Europe roundup: M&A, growth and regulation
08 July 2026This week: Carrefour exits Romania, Auchan and Intermarché reshape French retail, Selex grows, and Germany debates a sugar tax.
In this instalment, our analysts for Europe offer their take on some of the region’s latest developments and initiatives. Here’s what you need to know about:
Carrefour's exit from Romania
Major French retail partnership
Strong results from Italian market leader Selex
Proposed German sugar tax faces opposition
Pavăl Holding completes €823m Carrefour Romania deal
Romanian family-owned Pavăl Holding has completed its acquisition of Carrefour Romania, finalising a deal first announced in February 2026. The transaction includes 55 hypermarkets, 191 supermarkets, 202 convenience stores and 30 Supeco discount outlets. The acquired business generated €3.2 billion in gross sales (including VAT) across 2024 and 2025, equivalent to around 3.5% of Carrefour Group’s total sales. In addition to Carrefour’s retail operations, the deal also covers its commercial activities and real estate assets in Romania. This divestment comes on the back of its exit from Italy and rumoured discussions for its Polish and Argentine interests. The completion of the sale marks another step in Carrefour’s strategy to focus on its core markets of France, Spain and Brazil.

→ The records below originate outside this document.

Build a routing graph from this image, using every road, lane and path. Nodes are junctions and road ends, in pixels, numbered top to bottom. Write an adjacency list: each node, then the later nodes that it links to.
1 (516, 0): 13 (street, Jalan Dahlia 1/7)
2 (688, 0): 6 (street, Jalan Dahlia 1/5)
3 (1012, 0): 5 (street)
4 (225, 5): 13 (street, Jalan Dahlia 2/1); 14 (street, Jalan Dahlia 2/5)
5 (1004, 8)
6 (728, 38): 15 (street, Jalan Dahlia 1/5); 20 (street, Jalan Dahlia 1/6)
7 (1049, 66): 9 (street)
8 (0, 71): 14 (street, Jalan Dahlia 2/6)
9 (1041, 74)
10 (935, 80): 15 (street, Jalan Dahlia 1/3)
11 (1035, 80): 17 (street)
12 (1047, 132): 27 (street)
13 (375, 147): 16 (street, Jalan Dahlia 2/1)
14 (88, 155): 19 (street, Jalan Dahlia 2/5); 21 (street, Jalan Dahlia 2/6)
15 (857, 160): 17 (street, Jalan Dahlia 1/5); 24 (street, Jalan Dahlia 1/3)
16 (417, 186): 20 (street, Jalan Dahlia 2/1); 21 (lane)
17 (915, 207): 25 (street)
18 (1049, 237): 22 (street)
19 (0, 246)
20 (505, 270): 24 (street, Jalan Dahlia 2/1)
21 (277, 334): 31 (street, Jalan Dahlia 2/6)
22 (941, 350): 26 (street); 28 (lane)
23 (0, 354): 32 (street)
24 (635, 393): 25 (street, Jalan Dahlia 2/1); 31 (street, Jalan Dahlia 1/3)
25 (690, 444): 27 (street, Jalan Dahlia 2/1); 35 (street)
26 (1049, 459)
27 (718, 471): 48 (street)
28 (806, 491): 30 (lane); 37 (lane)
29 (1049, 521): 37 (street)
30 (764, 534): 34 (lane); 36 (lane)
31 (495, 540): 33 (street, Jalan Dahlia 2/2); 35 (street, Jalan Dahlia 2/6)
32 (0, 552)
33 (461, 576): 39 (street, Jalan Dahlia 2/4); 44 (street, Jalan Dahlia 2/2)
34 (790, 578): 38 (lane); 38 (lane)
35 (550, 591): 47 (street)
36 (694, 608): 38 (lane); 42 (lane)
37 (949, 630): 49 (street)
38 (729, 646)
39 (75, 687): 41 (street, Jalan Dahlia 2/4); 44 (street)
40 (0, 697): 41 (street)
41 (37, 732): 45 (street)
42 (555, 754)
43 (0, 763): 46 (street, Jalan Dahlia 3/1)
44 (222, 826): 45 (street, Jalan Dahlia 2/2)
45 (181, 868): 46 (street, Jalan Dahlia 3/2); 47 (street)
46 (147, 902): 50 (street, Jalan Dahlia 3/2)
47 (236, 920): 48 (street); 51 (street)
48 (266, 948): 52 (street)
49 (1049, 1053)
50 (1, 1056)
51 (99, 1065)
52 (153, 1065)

Insight Analyst, Linda Haden’s view: the sale is significant not only because it ranks among the largest M&A transactions in Romanian history, but also because it signals a notable shift in the country's retail landscape. With Romania's competition authority concluding that the transaction raises no competition concerns, attention is now turning to Pavăl Holding's ambitions for the business. The key question is whether Pavăl will treat Carrefour Romania as an investment vehicle or leverage its financial resources, entrepreneurial track record and knowledge of the local market to drive growth through sharper pricing, stronger local sourcing and targeted expansion. If the group pursues an aggressive growth strategy, Lidl, Arnold Delhaize, REWE and Kaufland could find themselves facing a far more formidable competitor than they did under Carrefour's previous ownership.
The French competition authority approves the Auchan and Intermarché agreement
On 6th July, the French competition authority approved the conversion of 165 Auchan supermarkets to the Intermarché banner under a franchise agreement. The rebranding from Auchan to Intermarché or Netto will commence from October 2026. The partnership will mean the stores will be managed by Auchan but commercially operated by Intermarché. Guillaume Darrasse, CEO of Auchan explained to LSA, a French publication, ‘this deal is the best way to empower our supermarket teams to perform with a concept better suited to our needs than our own. We will renovate all the stores within three years. It's also a managerial boost and a way for store managers to have adapted logistics and a modernized workspace’.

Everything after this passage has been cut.